There are no debit or credit card numbers stored on your iPhone 6 Apple Pay app, or even on the Apple servers, so these details are not transferred to or shared with merchants, plus there are other high-end security features, such as needing your fingerprint to authorise payments, and encrypted ID numbers that replace your credit and debit card details. Even so, many people will still be reluctant to use the technology, even though the Apple Pay security is high. But unless you have an iPhone 6, iPhone 6 Plus or the Apple Watch, Apple Pay contactless payments will not be available to you. So it may take a little time for this technology to take over the market. When it comes to Apple Pay, iPhone 5S users particularly will be disappointed as although they have the Touch ID facility, the iPhone 5S does not have the SE chip to generate the code needed to transmit your credit and debit card numbers.

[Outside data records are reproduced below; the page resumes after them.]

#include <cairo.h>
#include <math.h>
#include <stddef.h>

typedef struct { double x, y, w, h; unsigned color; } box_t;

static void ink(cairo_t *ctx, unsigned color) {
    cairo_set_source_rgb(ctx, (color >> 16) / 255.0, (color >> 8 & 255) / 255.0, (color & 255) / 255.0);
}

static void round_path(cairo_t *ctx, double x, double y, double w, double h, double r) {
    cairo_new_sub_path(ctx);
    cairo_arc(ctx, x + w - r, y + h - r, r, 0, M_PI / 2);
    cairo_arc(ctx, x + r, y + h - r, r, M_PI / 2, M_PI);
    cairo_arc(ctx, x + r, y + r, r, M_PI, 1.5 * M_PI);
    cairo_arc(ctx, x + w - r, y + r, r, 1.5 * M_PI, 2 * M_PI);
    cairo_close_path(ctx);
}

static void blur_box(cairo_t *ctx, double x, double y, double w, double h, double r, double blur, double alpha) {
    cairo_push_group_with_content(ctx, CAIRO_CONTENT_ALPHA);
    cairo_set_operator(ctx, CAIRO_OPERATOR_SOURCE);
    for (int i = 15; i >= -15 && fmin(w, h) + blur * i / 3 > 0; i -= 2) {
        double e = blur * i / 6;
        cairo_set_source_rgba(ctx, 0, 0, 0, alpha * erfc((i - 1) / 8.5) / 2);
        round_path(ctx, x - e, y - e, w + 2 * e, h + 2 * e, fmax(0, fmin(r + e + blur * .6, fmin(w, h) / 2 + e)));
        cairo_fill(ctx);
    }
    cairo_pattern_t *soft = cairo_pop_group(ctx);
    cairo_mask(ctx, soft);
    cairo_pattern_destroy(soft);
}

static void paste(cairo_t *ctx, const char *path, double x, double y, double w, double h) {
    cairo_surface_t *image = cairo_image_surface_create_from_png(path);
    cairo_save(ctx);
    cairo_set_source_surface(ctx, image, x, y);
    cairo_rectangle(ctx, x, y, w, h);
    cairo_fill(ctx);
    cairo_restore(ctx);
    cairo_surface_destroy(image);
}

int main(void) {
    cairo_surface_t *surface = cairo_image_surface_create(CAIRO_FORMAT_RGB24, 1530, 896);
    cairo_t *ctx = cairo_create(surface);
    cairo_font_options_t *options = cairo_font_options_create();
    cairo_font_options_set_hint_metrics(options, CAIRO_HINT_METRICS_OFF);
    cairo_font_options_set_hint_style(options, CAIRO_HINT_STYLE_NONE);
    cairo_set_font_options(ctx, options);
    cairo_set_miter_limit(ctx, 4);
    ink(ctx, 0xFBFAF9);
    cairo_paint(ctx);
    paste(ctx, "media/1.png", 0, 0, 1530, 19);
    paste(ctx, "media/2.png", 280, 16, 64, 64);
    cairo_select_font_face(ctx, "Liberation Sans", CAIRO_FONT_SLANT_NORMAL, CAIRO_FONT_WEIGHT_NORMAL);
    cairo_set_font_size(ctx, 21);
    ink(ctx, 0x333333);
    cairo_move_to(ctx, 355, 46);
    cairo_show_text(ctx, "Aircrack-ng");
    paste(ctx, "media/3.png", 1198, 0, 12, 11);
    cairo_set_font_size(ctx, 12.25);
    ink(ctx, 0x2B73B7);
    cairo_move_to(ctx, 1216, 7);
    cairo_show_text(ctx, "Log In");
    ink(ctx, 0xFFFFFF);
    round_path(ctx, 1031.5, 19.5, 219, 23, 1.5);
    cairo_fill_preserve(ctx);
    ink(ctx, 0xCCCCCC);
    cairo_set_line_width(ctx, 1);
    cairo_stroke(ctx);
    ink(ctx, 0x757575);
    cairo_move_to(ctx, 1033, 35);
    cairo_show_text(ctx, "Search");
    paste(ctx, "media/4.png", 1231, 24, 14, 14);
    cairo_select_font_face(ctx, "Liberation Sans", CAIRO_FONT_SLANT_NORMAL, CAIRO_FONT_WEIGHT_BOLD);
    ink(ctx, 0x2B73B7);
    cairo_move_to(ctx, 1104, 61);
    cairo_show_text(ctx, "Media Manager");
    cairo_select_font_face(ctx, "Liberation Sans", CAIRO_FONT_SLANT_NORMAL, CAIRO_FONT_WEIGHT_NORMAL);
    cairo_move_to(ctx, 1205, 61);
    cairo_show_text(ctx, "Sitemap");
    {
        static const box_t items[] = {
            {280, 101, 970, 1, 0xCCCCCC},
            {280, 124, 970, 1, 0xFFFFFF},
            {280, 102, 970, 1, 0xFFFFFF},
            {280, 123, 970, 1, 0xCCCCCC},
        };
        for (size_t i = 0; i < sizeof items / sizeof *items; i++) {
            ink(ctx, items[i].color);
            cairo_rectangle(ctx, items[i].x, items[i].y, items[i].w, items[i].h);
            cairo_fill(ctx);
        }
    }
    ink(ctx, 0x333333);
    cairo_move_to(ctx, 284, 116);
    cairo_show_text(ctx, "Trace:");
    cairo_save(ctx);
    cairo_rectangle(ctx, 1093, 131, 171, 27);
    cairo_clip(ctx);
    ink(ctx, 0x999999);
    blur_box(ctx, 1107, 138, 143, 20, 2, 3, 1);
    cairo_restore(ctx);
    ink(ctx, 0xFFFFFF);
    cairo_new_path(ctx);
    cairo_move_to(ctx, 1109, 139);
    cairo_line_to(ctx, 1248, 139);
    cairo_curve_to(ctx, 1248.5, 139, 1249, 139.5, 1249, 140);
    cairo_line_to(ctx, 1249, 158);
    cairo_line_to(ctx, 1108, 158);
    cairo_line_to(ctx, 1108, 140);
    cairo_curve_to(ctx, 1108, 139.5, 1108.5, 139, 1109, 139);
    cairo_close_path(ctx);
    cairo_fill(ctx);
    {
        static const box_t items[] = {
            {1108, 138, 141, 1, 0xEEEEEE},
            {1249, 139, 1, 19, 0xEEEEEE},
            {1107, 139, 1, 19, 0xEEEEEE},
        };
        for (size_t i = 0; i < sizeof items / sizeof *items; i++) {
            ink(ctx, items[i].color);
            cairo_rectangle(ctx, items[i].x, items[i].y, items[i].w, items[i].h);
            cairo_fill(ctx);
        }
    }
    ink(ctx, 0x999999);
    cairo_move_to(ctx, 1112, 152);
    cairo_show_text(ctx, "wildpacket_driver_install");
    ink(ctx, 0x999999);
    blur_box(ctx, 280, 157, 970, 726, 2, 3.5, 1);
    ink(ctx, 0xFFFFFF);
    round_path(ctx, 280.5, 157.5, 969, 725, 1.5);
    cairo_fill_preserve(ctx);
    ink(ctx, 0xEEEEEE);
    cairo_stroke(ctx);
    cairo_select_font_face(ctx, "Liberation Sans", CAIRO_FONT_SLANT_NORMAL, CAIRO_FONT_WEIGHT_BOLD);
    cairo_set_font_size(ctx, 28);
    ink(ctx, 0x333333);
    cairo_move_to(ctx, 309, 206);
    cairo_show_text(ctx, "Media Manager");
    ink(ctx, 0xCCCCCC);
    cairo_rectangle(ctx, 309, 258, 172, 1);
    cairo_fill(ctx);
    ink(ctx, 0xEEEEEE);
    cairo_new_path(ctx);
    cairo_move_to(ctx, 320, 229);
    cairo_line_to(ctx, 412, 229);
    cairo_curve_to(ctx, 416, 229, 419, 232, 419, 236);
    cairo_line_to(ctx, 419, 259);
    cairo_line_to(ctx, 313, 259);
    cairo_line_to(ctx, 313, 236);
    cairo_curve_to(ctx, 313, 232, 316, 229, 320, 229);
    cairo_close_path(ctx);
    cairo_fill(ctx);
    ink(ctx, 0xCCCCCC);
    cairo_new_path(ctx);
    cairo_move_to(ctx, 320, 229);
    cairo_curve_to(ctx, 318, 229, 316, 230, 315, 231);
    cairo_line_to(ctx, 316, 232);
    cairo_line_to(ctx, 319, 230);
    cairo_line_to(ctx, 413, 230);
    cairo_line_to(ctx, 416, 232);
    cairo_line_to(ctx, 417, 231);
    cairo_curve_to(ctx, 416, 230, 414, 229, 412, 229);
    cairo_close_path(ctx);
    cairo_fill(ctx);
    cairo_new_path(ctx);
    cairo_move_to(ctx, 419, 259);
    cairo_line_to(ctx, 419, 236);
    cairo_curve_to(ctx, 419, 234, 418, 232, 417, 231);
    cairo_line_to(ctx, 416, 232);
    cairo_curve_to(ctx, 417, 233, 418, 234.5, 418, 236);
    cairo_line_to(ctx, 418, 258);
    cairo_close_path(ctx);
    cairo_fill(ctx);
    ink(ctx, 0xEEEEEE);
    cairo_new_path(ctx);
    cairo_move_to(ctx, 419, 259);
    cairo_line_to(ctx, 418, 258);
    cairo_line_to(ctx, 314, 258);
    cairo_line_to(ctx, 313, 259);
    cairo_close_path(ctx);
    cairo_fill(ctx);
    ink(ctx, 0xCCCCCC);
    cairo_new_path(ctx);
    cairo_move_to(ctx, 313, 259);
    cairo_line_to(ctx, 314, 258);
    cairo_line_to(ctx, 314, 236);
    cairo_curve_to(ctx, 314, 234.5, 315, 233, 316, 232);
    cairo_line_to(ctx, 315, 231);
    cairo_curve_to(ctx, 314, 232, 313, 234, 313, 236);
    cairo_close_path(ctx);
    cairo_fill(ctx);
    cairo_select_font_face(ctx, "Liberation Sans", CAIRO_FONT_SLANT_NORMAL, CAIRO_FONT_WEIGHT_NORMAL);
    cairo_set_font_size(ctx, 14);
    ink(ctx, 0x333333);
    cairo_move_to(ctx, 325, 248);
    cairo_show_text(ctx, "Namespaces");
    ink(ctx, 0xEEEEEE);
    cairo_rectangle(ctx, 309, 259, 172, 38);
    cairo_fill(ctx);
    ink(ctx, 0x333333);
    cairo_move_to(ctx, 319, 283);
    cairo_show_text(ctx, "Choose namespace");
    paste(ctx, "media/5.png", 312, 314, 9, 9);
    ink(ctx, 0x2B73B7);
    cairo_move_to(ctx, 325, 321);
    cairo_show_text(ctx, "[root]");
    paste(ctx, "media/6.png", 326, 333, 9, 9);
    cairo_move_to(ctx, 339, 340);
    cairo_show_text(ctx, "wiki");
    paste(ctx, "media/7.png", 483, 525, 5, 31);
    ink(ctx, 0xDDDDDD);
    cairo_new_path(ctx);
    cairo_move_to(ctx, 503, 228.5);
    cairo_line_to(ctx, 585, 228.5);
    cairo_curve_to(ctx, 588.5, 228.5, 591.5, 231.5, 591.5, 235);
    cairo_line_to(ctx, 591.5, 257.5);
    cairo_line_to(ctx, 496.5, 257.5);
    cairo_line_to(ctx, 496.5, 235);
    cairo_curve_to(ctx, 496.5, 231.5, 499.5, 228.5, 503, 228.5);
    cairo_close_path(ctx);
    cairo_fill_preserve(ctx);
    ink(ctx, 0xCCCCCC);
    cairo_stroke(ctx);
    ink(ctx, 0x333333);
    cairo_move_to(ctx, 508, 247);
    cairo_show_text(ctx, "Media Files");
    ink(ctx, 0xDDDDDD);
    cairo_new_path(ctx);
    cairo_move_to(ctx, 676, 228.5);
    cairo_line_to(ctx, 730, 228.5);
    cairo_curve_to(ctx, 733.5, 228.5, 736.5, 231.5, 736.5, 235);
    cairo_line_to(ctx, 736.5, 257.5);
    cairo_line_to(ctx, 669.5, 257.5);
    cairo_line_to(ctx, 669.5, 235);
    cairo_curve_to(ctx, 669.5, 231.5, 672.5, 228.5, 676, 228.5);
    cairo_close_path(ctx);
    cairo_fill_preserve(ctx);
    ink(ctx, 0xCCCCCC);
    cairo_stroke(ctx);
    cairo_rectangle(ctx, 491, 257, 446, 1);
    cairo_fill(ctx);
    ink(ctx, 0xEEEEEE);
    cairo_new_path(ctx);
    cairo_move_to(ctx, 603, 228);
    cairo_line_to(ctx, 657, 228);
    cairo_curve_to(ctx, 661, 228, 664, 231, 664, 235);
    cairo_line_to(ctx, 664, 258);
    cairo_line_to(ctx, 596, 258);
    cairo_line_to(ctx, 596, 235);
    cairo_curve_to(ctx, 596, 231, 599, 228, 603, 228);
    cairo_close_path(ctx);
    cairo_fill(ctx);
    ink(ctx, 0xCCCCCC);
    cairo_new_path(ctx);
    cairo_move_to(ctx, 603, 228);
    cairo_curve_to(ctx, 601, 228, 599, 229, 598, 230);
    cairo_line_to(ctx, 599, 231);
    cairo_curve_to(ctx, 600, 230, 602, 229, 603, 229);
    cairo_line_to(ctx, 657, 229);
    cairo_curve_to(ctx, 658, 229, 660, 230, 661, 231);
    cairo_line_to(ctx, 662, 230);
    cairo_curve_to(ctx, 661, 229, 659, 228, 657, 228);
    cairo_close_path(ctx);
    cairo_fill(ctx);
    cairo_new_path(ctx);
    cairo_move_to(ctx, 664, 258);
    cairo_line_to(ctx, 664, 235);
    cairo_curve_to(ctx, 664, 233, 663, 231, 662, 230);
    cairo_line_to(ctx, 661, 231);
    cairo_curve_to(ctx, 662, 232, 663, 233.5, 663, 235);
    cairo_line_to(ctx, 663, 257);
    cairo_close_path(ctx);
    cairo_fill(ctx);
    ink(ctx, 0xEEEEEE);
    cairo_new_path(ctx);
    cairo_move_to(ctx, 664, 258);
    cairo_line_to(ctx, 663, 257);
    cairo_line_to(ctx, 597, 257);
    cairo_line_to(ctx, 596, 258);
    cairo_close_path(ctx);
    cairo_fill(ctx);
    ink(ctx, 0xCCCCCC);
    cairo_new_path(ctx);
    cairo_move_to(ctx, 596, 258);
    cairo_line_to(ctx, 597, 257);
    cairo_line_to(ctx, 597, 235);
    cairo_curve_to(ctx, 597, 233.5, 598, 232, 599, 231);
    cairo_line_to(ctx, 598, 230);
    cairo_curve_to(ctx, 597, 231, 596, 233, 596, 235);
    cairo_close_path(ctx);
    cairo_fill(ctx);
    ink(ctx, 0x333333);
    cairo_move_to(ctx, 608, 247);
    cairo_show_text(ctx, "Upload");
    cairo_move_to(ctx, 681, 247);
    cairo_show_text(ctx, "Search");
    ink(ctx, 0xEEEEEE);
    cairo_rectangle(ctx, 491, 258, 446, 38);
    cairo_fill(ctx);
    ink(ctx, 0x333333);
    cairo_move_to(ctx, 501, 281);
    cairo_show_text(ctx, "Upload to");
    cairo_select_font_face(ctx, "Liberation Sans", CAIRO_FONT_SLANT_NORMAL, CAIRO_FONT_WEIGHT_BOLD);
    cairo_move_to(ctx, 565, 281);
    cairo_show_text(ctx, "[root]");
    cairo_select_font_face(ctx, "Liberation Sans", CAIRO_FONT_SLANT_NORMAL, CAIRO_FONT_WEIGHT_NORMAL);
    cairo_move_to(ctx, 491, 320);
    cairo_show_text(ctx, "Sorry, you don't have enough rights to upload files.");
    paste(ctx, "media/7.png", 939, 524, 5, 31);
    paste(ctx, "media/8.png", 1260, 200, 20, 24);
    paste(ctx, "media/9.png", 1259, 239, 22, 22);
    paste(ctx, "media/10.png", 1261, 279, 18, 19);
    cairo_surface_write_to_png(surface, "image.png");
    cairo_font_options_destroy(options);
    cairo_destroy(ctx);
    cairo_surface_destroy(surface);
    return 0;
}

Where can I use Apple Pay when it is launched?
The Apple Pay UK release date was accidentally confirmed in a Twitter post – hastily removed – by HSBC bank as being July 14, and it is anticipated that it will be possible to use it in more than 250,000 locations, with the likes of Boots, the Post Office, Waitrose, Marks & Spencer, BP, Subway, Costa, Pret, Lidl and Wagamama already signed up.
With the Apple Pay UK launch imminent, will my bank be signed up?
Various banks and building societies are UK Apple Pay launch partners, including NatWest, RBS (part of the same group), Santander, Nationwide, and Ulster Bank. Card issuers live on launch day include Mastercard, Visa and MBNA – one of the UK’s biggest credit card providers. Not surprising, given that MBNA’s parent Bank of America was part of the original Apple Pay launch in the US in October 2014. Others are sure to follow in the not-too-distant-future.